Nowadays, there is growing evidence that platelets, however, play an important role in progression of liver fibrosis through cellular interaction with HSC as well. (10). For example, increasing numbers of platelets as well as platelet-derived chemokine CXCL4 were seen in the immediate vicinity of fibrotic areas in the liver (11). Platelets were shown to stimulate hepatocyte proliferation in vitro through secretion of hepatic – and insulin like growth factor (33). Clinical studies have shown that administration of antithrombotic medication such as aspirin leads to a slowing of the development of fibrosis (34). Interestingly it seems that platelets also may play a role in suppressing HSC activation (35). Therefore, suppressing the activation from a quiescent state to stellate cells producing extracellular matrix proteins that lead to scar formation (36). The regulatory role of platelets in liver fibrosis progression is a subject of ongoing research and the cellular mechanisms are still not fully understood.
The changes in the platelet proteome identified in our study might be associated with an altered platelet response, potentially affecting their role in haemostasis or fibrosis progression. Likely by indirectly influencing pathways affecting the platelet response. Such as the previously mentioned 14-3-3 gamma which interacts with the glycoprotein Ib-IX complex which in turn interplays with VWF or Rho GDI 1 which adjusts Rho GTPase activity and affects platelet physiology and subsequent interactions.
In the past, platelet proteomics were successfully performed in a variety of diseases and in many cases identify molecular and functional platelet changes compared to healthy donors. Yet, a more precise assessment of the consequences of platelet proteome alteration is lacking in many cases.

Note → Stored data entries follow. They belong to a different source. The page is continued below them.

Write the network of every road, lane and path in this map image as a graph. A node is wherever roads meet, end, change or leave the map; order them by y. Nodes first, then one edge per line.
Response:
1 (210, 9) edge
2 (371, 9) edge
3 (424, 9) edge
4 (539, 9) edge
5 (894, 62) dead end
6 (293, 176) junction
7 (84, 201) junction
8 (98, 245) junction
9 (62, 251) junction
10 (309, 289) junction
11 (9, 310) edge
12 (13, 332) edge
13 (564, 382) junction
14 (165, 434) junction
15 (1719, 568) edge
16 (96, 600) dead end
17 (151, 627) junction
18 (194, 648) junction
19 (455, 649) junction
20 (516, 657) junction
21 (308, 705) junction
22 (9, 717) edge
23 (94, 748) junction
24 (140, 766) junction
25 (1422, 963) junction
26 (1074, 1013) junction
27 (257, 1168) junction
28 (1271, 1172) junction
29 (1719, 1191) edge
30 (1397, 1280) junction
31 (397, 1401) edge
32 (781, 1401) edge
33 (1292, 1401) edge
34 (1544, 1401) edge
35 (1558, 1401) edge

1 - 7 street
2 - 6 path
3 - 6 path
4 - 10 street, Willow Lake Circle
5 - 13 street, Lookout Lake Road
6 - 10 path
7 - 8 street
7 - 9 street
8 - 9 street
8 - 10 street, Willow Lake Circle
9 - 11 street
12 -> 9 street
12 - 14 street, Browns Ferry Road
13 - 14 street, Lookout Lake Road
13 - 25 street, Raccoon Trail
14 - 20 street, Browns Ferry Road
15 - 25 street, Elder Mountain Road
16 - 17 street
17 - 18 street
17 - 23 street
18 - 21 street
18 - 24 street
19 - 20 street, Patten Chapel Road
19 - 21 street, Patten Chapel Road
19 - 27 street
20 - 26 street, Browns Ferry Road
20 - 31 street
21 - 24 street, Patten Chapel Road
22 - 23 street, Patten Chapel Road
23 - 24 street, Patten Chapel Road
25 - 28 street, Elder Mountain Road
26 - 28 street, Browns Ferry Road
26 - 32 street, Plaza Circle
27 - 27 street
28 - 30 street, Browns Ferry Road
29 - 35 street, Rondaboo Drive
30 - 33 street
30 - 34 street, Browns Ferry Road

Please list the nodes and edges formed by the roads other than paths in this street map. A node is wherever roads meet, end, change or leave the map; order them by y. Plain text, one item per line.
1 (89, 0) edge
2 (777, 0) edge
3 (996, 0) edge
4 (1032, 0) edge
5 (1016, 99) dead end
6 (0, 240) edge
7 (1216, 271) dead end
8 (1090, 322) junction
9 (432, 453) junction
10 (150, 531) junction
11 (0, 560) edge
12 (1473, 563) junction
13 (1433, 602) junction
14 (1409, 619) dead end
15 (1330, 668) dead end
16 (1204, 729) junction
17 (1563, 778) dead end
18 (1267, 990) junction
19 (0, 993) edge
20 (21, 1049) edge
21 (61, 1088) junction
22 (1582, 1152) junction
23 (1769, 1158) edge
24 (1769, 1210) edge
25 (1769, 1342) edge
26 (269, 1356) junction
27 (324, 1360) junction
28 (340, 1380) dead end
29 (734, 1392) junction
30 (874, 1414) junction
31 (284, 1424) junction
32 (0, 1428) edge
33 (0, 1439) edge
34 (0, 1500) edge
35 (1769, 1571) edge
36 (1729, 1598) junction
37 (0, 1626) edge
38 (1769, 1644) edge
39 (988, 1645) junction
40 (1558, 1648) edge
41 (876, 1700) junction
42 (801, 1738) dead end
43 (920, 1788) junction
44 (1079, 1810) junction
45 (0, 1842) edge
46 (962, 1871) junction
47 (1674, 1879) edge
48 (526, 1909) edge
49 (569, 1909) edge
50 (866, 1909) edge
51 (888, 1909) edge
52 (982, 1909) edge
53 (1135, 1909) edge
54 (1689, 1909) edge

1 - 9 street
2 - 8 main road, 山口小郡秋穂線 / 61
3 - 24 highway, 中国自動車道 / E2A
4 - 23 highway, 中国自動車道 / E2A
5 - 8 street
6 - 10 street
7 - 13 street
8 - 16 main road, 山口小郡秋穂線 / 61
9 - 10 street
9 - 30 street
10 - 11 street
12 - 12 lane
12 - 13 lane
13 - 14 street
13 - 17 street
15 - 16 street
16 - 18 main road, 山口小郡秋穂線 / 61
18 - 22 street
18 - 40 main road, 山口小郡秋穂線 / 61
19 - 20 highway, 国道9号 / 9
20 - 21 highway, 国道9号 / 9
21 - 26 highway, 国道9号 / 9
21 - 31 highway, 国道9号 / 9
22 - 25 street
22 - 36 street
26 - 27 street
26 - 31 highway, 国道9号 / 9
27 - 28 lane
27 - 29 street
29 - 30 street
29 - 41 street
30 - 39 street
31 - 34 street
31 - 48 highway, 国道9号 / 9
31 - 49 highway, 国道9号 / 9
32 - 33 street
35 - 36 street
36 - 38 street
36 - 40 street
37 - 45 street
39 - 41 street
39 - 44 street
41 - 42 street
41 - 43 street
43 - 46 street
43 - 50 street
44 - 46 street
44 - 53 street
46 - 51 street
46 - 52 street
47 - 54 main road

As with other platelet proteome studies, this analysis is potentially influenced or limited by several factors. Collection and preparation of samples as well as use of non-antithrombotic medications like anti-depressants might have influenced platelet activation. Standardization of collection and preparation as well as rigid exclusion criteria were applied to minimize such influences. Due to the numerically very low platelet count in patients with advanced cirrhosis, we were able to extract a limited total amount of platelets from these patients. This limited further evaluation of findings in subsequent analysis such as immunoassays or alternative MS-based methods due to our focus of running each sample both in a technical and biological duplicate. Lastly, a prospective longitudinal approach would have been more conclusive to show changes throughout disease progression.
In conclusion, this study is to our knowledge the first to investigate platelet proteome changes in patients with alcohol induced liver cirrhosis. We identified several down-regulated proteins thus providing novel information regarding the platelet proteome and its changes in liver cirrhosis patients. Future studies are needed to further clarify the role and significance of the described proteins due to the many pathways and interactions still unclear in platelet regulation. Additionally future research is now needed to determine the clinical significance for haemostatic or immune regulatory function of platelets in cirrhosis.